Assuming that the architecture part of simpleCoreSDFAP contains

the code given in Fig. 5, the consumption pattern is  $\begin{bmatrix} 1 & 1 & 0 \\ 1 & 0 & 0 \end{bmatrix}$ , the

production pattern is  $\begin{bmatrix} 0 & 0 & 1 \end{bmatrix}$  and the execution time is equal to 3 clock cycles. Indeed, it stays in idle state until start is asserted to 1. This condition triggers the execution of the actor, the consumption of values received on both inputs to compute the result of function funl. It corresponds to the first column of the consumption pattern (containing only 1). Then, state changes to step1. During the next clock cycle, the actor only consumes the value on the first port to compute the result of fun2 that is assigned to d\_out. It corresponds to the second column of the consumption pattern. Then, it returns to the idle state and notifies that the final result will be available at the next clock cycle by asserting d\_out\_enb to 1. It yields an execution time of 3 clock cycles.

Fig. 5. An example of architecture compliant with SDF-AP.

This example clearly shows that both functions are called even if the validity of received data does not strictly match the consumption pattern, yielding an incorrect result. As said above, the FIFO controller prevents such dysfunction.

It can also be noticed that two subsequent executions may overlap: the second one could be triggered at the third clock cycle of the first one while it produces its result.

### 2.2. Limitations

As described above, the principles of SDP-AP model are those of SDF enriched by the concept of pattern. Even if it brings a major improvement, the underlying assumptions yields a waste of resources and a restricted representation of core behaviors. This section describes the three main limitations inherent to these assumptions and introduces potential solutions.

### 2.2.1. Strict pattern conformance and buffering

This first limitation has already been described using Fig. 3. It comes from the condition that actor's consumption patterns must be matched strictly for actors to produce correct results. In the best case, when the production pattern of an actor is equal to the consumption pattern of the next actor, no buffering is needed. But in the general case, FIFOs with controllers must be used.

In the illustrating example shown in Fig. 6, a source emits frames of 16 data at each execution followed by a decimator that keeps one data out of two to feed an average filter with a mask of size 3. Patterns use the standard regular expression syntax to specify groups (with parenthesis) and repetitions (with embraces). For example,  $(01)\{8\}$  means that 01 is repeated 8 times. Assuming that the source execution starts at clock cycle 1, the decimator produces data at clock cycles 2n ( $n \in \mathbb{N}^*$ ). Applying a strict pattern conformance, the filter must consumes 8 data during 8 consecutive clock cycles. The SDF-AP solution is to store a certain amount of data in a FIFO after the decimator before triggering the filter execution. In this example, the earliest time to start the filter is at clock cycle 11 with a FIFO

size of 4 (or 5 depending on the priority between store and poll requests). More generally, for a decimator producing N data, the filter can start its execution at clock cycle N+3 and the buffer size is  $\lceil \frac{N}{2} \rceil$ .

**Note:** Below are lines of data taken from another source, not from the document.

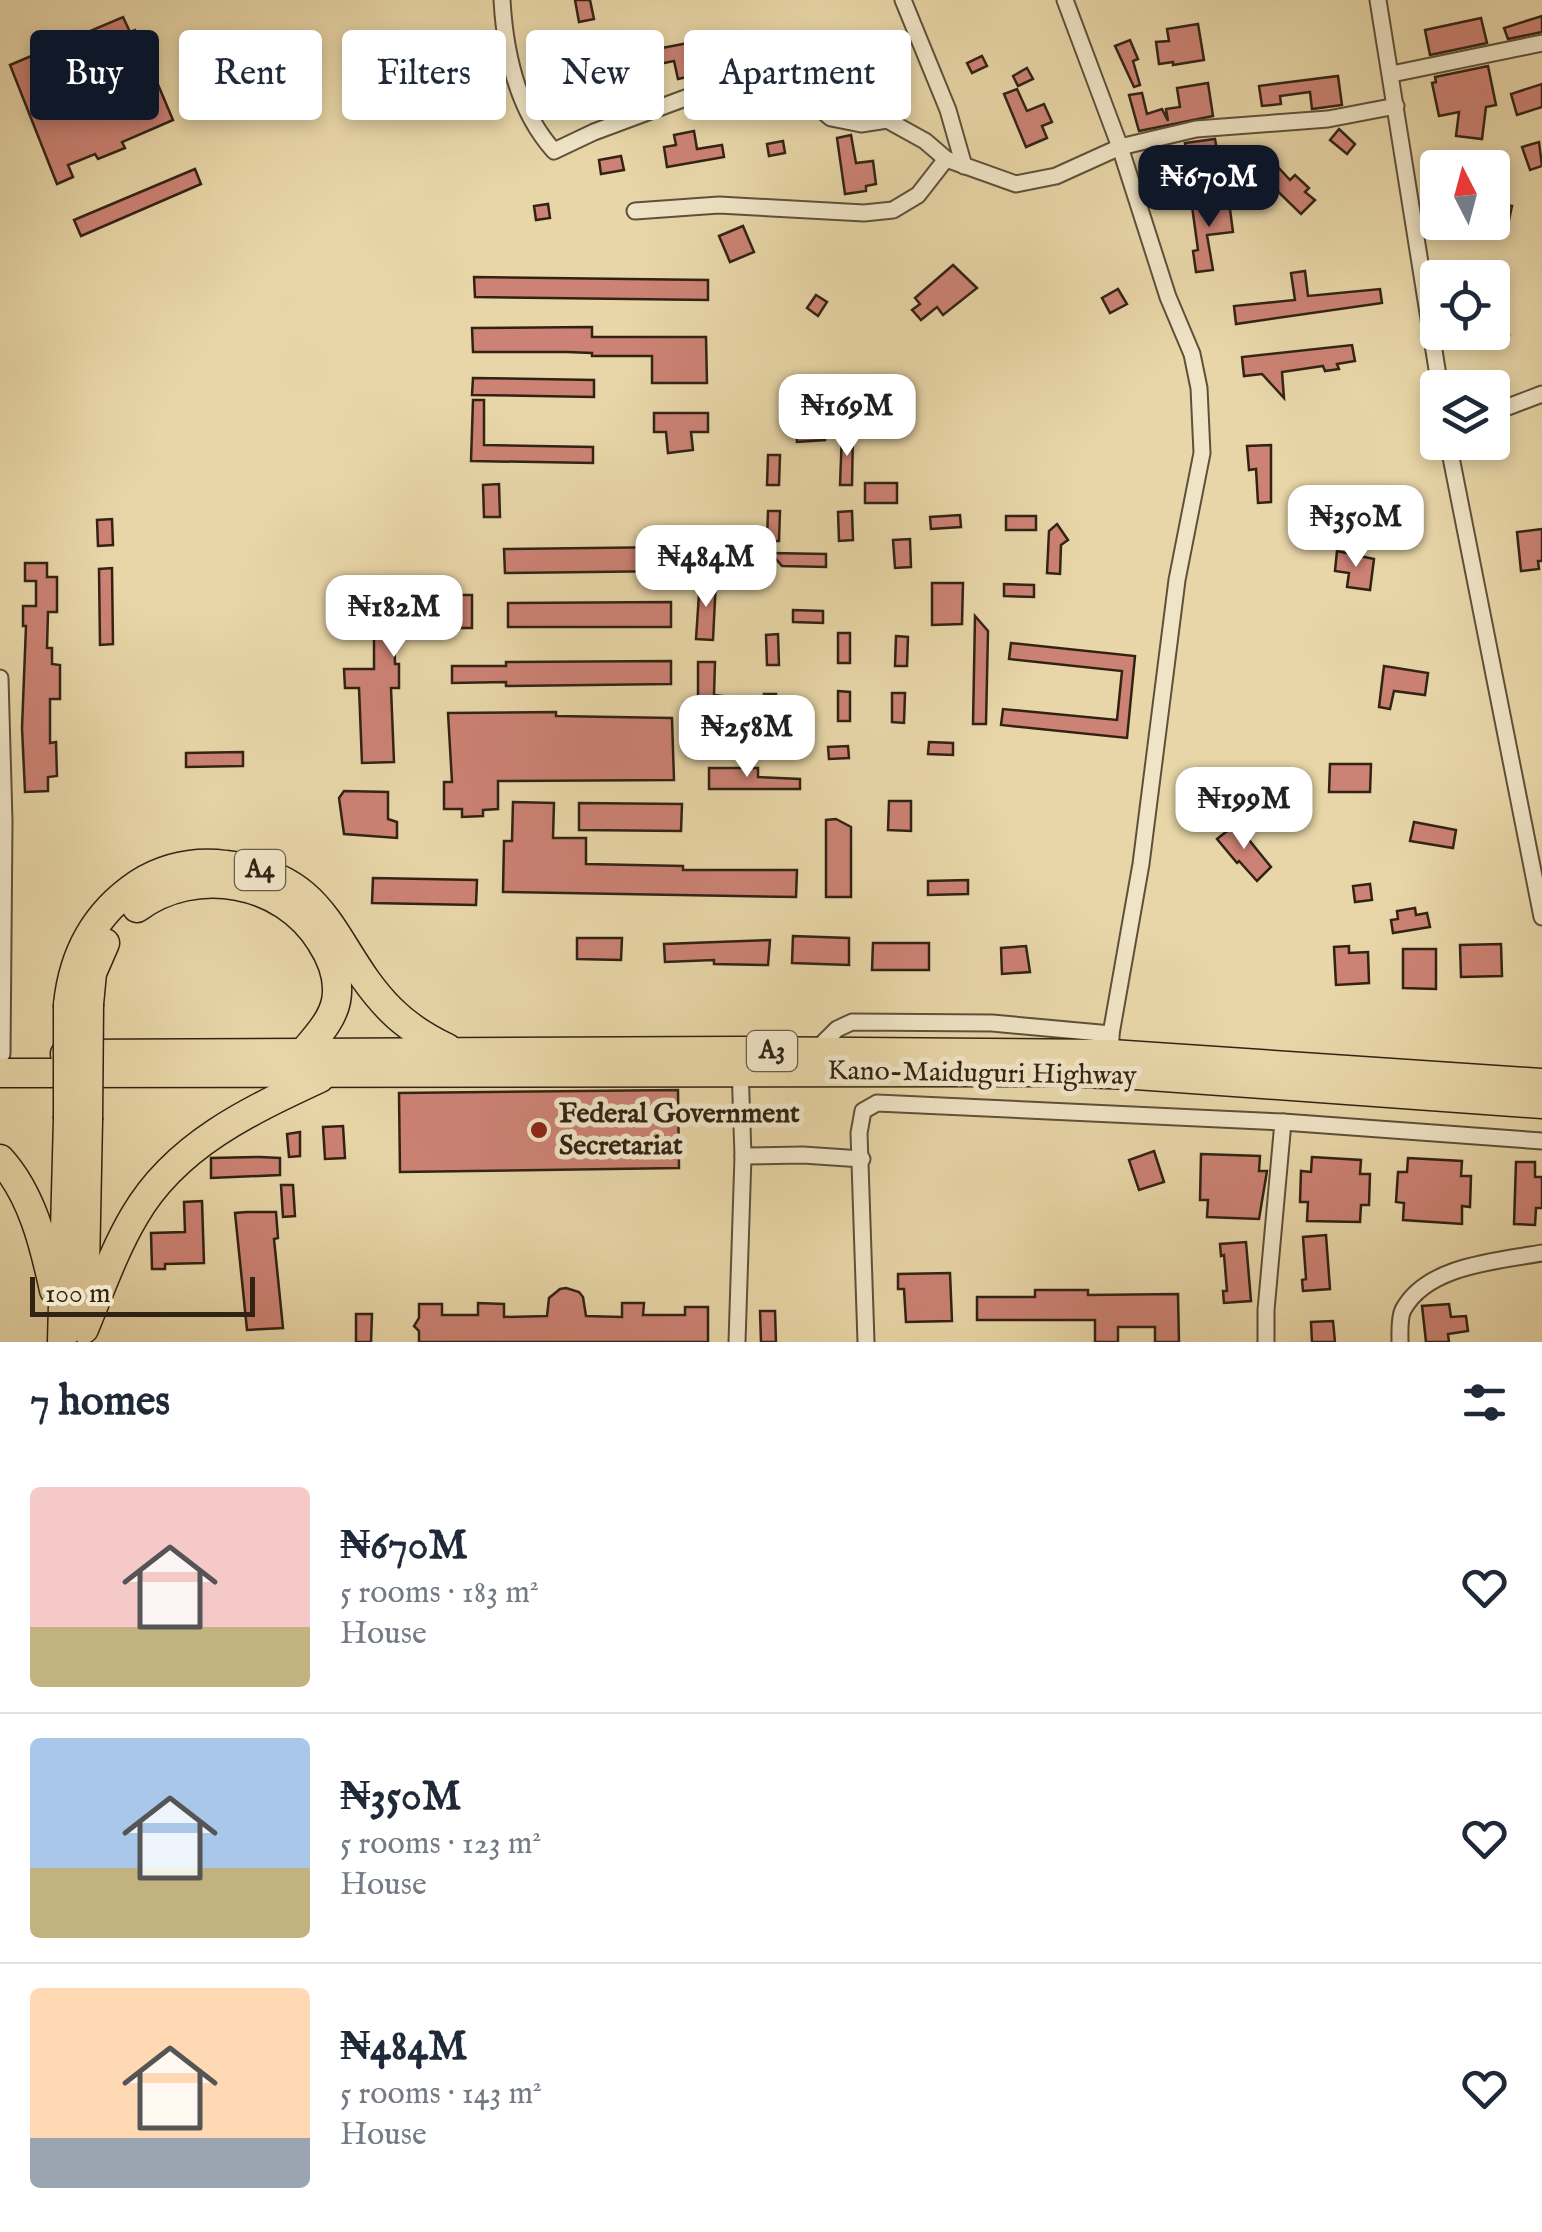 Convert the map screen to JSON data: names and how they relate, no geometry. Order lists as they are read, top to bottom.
{
  "streets": {
    "highway": ["A4", "A3", "Kano-Maiduguri Highway"]
  },
  "crossings": [
    ["A4", "Kano-Maiduguri Highway"]
  ],
  "places": ["Federal Government Secretariat"],
  "scale_bar": "100 m",
  "north": "top",
  "page": {
    "chip": [
      "Buy",
      "Rent",
      "Filters",
      "New",
      "Apartment"
    ],
    "price": [
      "₦670M",
      "₦169M",
      "₦350M",
      "₦484M",
      "₦182M",
      "₦258M",
      "₦199M"
    ],
    "scale": "100 m",
    "heading": "7 homes",
    "list": [
      {
        "name": "₦670M",
        "note": "5 rooms · 183 m² · House"
      },
      {
        "name": "₦350M",
        "note": "5 rooms · 123 m² · House"
      },
      {
        "name": "₦484M",
        "note": "5 rooms · 143 m² · House"
      }
    ]
  }
}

This behavior is not a problem in itself but yields a waste of resources. Indeed, buffering can be totally avoided if the filter is able to consume data without strictly matching its consumption pattern, that is only when the decimator produces data. In terms of implementation, this represents minor changes in the code of cores as shown in Section 3.1.7.

### 2.2.2. Auto-concurrency

In Ref. [17], authors use the notion of *auto-concurrency* in SDF-AP graphs to describe the fact that "multiple instances of an actor can execute simultaneously". They define a parameter ii that represents the **minimum** number of clock cycles between two executions of the same actor. They also add that: "this may be not feasible in practice due to restrictions like finite resources, IP properties, etc.". Despite the fact that they do not give precisions about what they consider to be a real auto-concurrent actor (at the implementation level for example), we notice that actors using a sliding window on input data are in this case.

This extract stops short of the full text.